Items from a data source
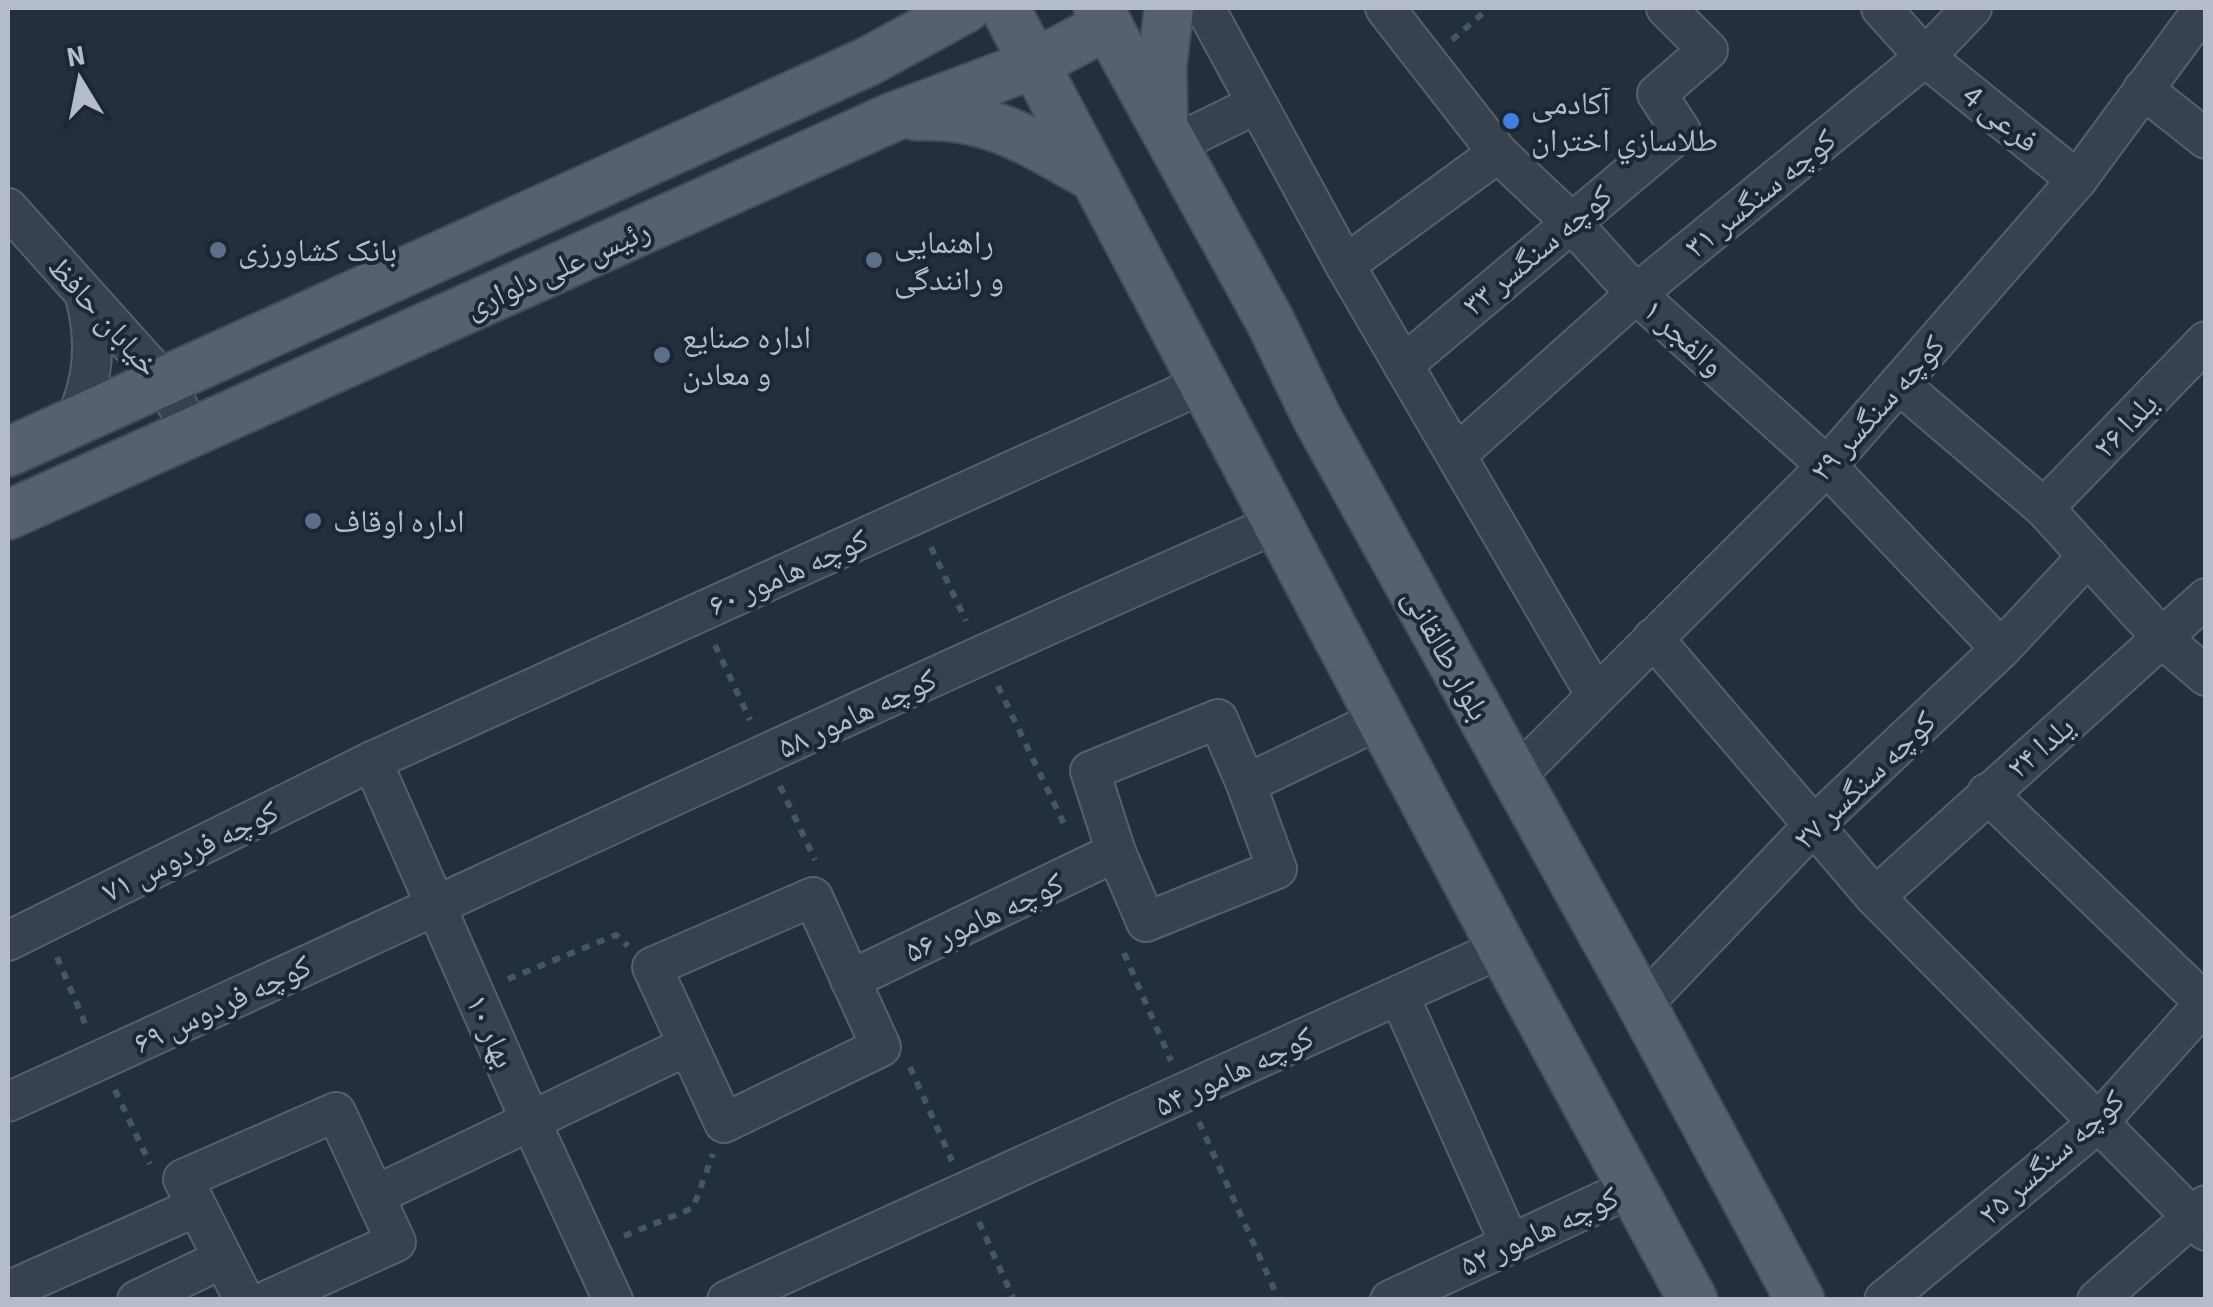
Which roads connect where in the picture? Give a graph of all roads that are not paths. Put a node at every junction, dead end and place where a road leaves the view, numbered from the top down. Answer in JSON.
{"nodes":[{"id":1,"x":885,"y":8,"type":"edge"},
{"id":2,"x":966,"y":8,"type":"edge"},
{"id":3,"x":1006,"y":8,"type":"edge"},
{"id":4,"x":1169,"y":8,"type":"edge"},
{"id":5,"x":1205,"y":8,"type":"edge"},
{"id":6,"x":1385,"y":8,"type":"edge"},
{"id":7,"x":1881,"y":8,"type":"edge"},
{"id":8,"x":1972,"y":8,"type":"edge"},
{"id":9,"x":2204,"y":8,"type":"edge"},
{"id":10,"x":1112,"y":13,"type":"edge"},
{"id":11,"x":1685,"y":14,"type":"edge"},
{"id":12,"x":1925,"y":57,"type":"junction"},
{"id":13,"x":869,"y":61,"type":"junction"},
{"id":14,"x":1034,"y":64,"type":"junction"},
{"id":15,"x":2143,"y":89,"type":"junction"},
{"id":16,"x":1256,"y":105,"type":"junction"},
{"id":17,"x":745,"y":116,"type":"junction"},
{"id":18,"x":893,"y":117,"type":"junction"},
{"id":19,"x":1167,"y":138,"type":"junction"},
{"id":20,"x":2206,"y":140,"type":"edge"},
{"id":21,"x":1498,"y":153,"type":"junction"},
{"id":22,"x":776,"y":170,"type":"junction"},
{"id":23,"x":1094,"y":178,"type":"junction"},
{"id":24,"x":2077,"y":180,"type":"junction"},
{"id":25,"x":8,"y":208,"type":"edge"},
{"id":26,"x":1570,"y":221,"type":"junction"},
{"id":27,"x":1345,"y":265,"type":"junction"},
{"id":28,"x":84,"y":294,"type":"junction"},
{"id":29,"x":1636,"y":294,"type":"junction"},
{"id":30,"x":2206,"y":342,"type":"edge"},
{"id":31,"x":1403,"y":365,"type":"junction"},
{"id":32,"x":164,"y":382,"type":"junction"},
{"id":33,"x":1205,"y":383,"type":"junction"},
{"id":34,"x":1899,"y":384,"type":"junction"},
{"id":35,"x":75,"y":422,"type":"junction"},
{"id":36,"x":192,"y":431,"type":"junction"},
{"id":37,"x":8,"y":452,"type":"edge"},
{"id":38,"x":1456,"y":456,"type":"junction"},
{"id":39,"x":1827,"y":466,"type":"junction"},
{"id":40,"x":2044,"y":508,"type":"junction"},
{"id":41,"x":8,"y":515,"type":"edge"},
{"id":42,"x":1278,"y":523,"type":"junction"},
{"id":43,"x":2088,"y":556,"type":"junction"},
{"id":44,"x":2206,"y":598,"type":"edge"},
{"id":45,"x":1652,"y":638,"type":"junction"},
{"id":46,"x":2163,"y":639,"type":"junction"},
{"id":47,"x":2001,"y":650,"type":"junction"},
{"id":48,"x":2206,"y":676,"type":"edge"},
{"id":49,"x":1595,"y":694,"type":"junction"},
{"id":50,"x":1382,"y":718,"type":"junction"},
{"id":51,"x":372,"y":761,"type":"junction"},
{"id":52,"x":1515,"y":777,"type":"junction"},
{"id":53,"x":1246,"y":784,"type":"junction"},
{"id":54,"x":1987,"y":793,"type":"junction"},
{"id":55,"x":1812,"y":827,"type":"junction"},
{"id":56,"x":1116,"y":852,"type":"junction"},
{"id":57,"x":1875,"y":897,"type":"junction"},
{"id":58,"x":436,"y":905,"type":"junction"},
{"id":59,"x":8,"y":941,"type":"edge"},
{"id":60,"x":1502,"y":948,"type":"junction"},
{"id":61,"x":850,"y":980,"type":"junction"},
{"id":62,"x":1399,"y":995,"type":"junction"},
{"id":63,"x":2205,"y":1003,"type":"edge"},
{"id":64,"x":1642,"y":1006,"type":"junction"},
{"id":65,"x":687,"y":1046,"type":"junction"},
{"id":66,"x":8,"y":1102,"type":"edge"},
{"id":67,"x":531,"y":1122,"type":"junction"},
{"id":68,"x":2097,"y":1124,"type":"junction"},
{"id":69,"x":1633,"y":1187,"type":"junction"},
{"id":70,"x":376,"y":1195,"type":"junction"},
{"id":71,"x":185,"y":1211,"type":"junction"},
{"id":72,"x":2201,"y":1218,"type":"edge"},
{"id":73,"x":1510,"y":1244,"type":"junction"},
{"id":74,"x":212,"y":1276,"type":"edge"},
{"id":75,"x":8,"y":1291,"type":"edge"},
{"id":76,"x":137,"y":1300,"type":"edge"},
{"id":77,"x":244,"y":1300,"type":"edge"},
{"id":78,"x":268,"y":1300,"type":"edge"},
{"id":79,"x":613,"y":1300,"type":"edge"},
{"id":80,"x":727,"y":1300,"type":"edge"},
{"id":81,"x":1390,"y":1300,"type":"edge"},
{"id":82,"x":1693,"y":1300,"type":"edge"},
{"id":83,"x":1800,"y":1300,"type":"edge"},
{"id":84,"x":1884,"y":1300,"type":"edge"},
{"id":85,"x":2096,"y":1300,"type":"edge"}],
"edges":[{"from":1,"to":13,"type":"main road"},
{"from":2,"to":13,"type":"main road","name":"رئیس علی دلواری"},
{"from":3,"to":14,"type":"main road"},
{"from":4,"to":19,"type":"main road"},
{"from":5,"to":16,"type":"street"},
{"from":6,"to":21,"type":"street","name":"والفجر ۱"},
{"from":7,"to":12,"type":"street","name":"فرعی 4"},
{"from":8,"to":12,"type":"street","name":"کوچه سنگسر ۳۱"},
{"from":9,"to":15,"type":"street","name":"کوچه سنگسر ۲۹"},
{"from":10,"to":14,"type":"main road","name":"رئیس علی دلواری"},
{"from":10,"to":19,"type":"main road","name":"بلوار طالقانی"},
{"from":11,"to":26,"type":"street","name":"کوچه سنگسر ۳۳"},
{"from":12,"to":24,"type":"street","name":"فرعی 4"},
{"from":12,"to":29,"type":"street","name":"کوچه سنگسر ۳۱"},
{"from":13,"to":17,"type":"main road","name":"رئیس علی دلواری"},
{"from":14,"to":18,"type":"main road","name":"رئیس علی دلواری"},
{"from":14,"to":23,"type":"main road"},
{"from":15,"to":20,"type":"street"},
{"from":15,"to":24,"type":"street","name":"کوچه سنگسر ۲۹"},
{"from":16,"to":19,"type":"street"},
{"from":16,"to":27,"type":"street"},
{"from":17,"to":22,"type":"main road"},
{"from":17,"to":32,"type":"main road","name":"رئیس علی دلواری"},
{"from":18,"to":22,"type":"main road","name":"رئیس علی دلواری"},
{"from":18,"to":23,"type":"main road"},
{"from":19,"to":52,"type":"main road","name":"بلوار طالقانی"},
{"from":21,"to":26,"type":"street","name":"والفجر ۱"},
{"from":21,"to":27,"type":"street"},
{"from":22,"to":36,"type":"main road","name":"رئیس علی دلواری"},
{"from":23,"to":33,"type":"main road"},
{"from":24,"to":34,"type":"street","name":"کوچه سنگسر ۲۹"},
{"from":25,"to":28,"type":"street","name":"خیابان حافظ"},
{"from":26,"to":29,"type":"street","name":"والفجر ۱"},
{"from":26,"to":31,"type":"street","name":"کوچه سنگسر ۳۳"},
{"from":27,"to":31,"type":"street"},
{"from":28,"to":32,"type":"street","name":"خیابان حافظ"},
{"from":28,"to":35,"type":"street"},
{"from":29,"to":38,"type":"street","name":"کوچه سنگسر ۳۱"},
{"from":29,"to":39,"type":"street","name":"والفجر ۱"},
{"from":30,"to":40,"type":"street","name":"یلدا ۲۶"},
{"from":31,"to":38,"type":"street"},
{"from":32,"to":35,"type":"main road","name":"رئیس علی دلواری"},
{"from":32,"to":36,"type":"street","name":"خیابان حافظ"},
{"from":33,"to":42,"type":"main road"},
{"from":33,"to":51,"type":"street","name":"کوچه هامور ۶۰"},
{"from":34,"to":39,"type":"street","name":"کوچه سنگسر ۲۹"},
{"from":34,"to":40,"type":"street"},
{"from":35,"to":37,"type":"main road","name":"رئیس علی دلواری"},
{"from":36,"to":41,"type":"main road","name":"رئیس علی دلواری"},
{"from":38,"to":49,"type":"street"},
{"from":39,"to":45,"type":"street","name":"کوچه سنگسر ۲۹"},
{"from":39,"to":47,"type":"street","name":"والفجر ۱"},
{"from":40,"to":43,"type":"street"},
{"from":42,"to":50,"type":"main road"},
{"from":42,"to":58,"type":"street","name":"کوچه هامور ۵۸"},
{"from":43,"to":46,"type":"street"},
{"from":43,"to":47,"type":"street","name":"کوچه سنگسر ۲۷"},
{"from":44,"to":46,"type":"street","name":"یلدا ۲۴"},
{"from":45,"to":49,"type":"street","name":"کوچه سنگسر ۲۹"},
{"from":45,"to":55,"type":"street"},
{"from":46,"to":48,"type":"street"},
{"from":46,"to":54,"type":"street","name":"یلدا ۲۴"},
{"from":47,"to":55,"type":"street","name":"کوچه سنگسر ۲۷"},
{"from":49,"to":52,"type":"street","name":"کوچه سنگسر ۲۹"},
{"from":50,"to":53,"type":"street"},
{"from":50,"to":60,"type":"main road"},
{"from":51,"to":58,"type":"street","name":"بهار ۱۰"},
{"from":51,"to":59,"type":"street","name":"کوچه فردوس ۷۱"},
{"from":52,"to":64,"type":"main road","name":"بلوار طالقانی"},
{"from":53,"to":56,"type":"street"},
{"from":53,"to":56,"type":"street"},
{"from":54,"to":57,"type":"street","name":"یلدا ۲۴"},
{"from":54,"to":63,"type":"street"},
{"from":55,"to":57,"type":"street"},
{"from":55,"to":64,"type":"street","name":"کوچه سنگسر ۲۷"},
{"from":56,"to":61,"type":"street","name":"کوچه هامور ۵۶"},
{"from":57,"to":68,"type":"street"},
{"from":58,"to":66,"type":"street","name":"کوچه فردوس ۶۹"},
{"from":58,"to":67,"type":"street","name":"بهار ۱۰"},
{"from":60,"to":62,"type":"street","name":"کوچه هامور ۵۴"},
{"from":60,"to":69,"type":"main road"},
{"from":61,"to":65,"type":"street"},
{"from":61,"to":65,"type":"street"},
{"from":62,"to":73,"type":"street"},
{"from":62,"to":80,"type":"street","name":"کوچه هامور ۵۴"},
{"from":63,"to":68,"type":"street","name":"کوچه سنگسر ۲۵"},
{"from":64,"to":83,"type":"main road","name":"بلوار طالقانی"},
{"from":65,"to":67,"type":"street"},
{"from":67,"to":70,"type":"street"},
{"from":67,"to":79,"type":"street","name":"بهار ۱۰"},
{"from":68,"to":72,"type":"street"},
{"from":68,"to":84,"type":"street","name":"کوچه سنگسر ۲۵"},
{"from":69,"to":73,"type":"street","name":"کوچه هامور ۵۲"},
{"from":69,"to":82,"type":"main road"},
{"from":70,"to":71,"type":"street"},
{"from":70,"to":78,"type":"street"},
{"from":71,"to":74,"type":"street"},
{"from":71,"to":75,"type":"street"},
{"from":72,"to":85,"type":"street"},
{"from":73,"to":81,"type":"street","name":"کوچه هامور ۵۲"},
{"from":74,"to":76,"type":"street"},
{"from":74,"to":77,"type":"street"}]}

GOAL OF THE EXERCISE | A count is all that should be returned: the number of lines in these records containing the string "والفجر".

TASK ANSWER | 5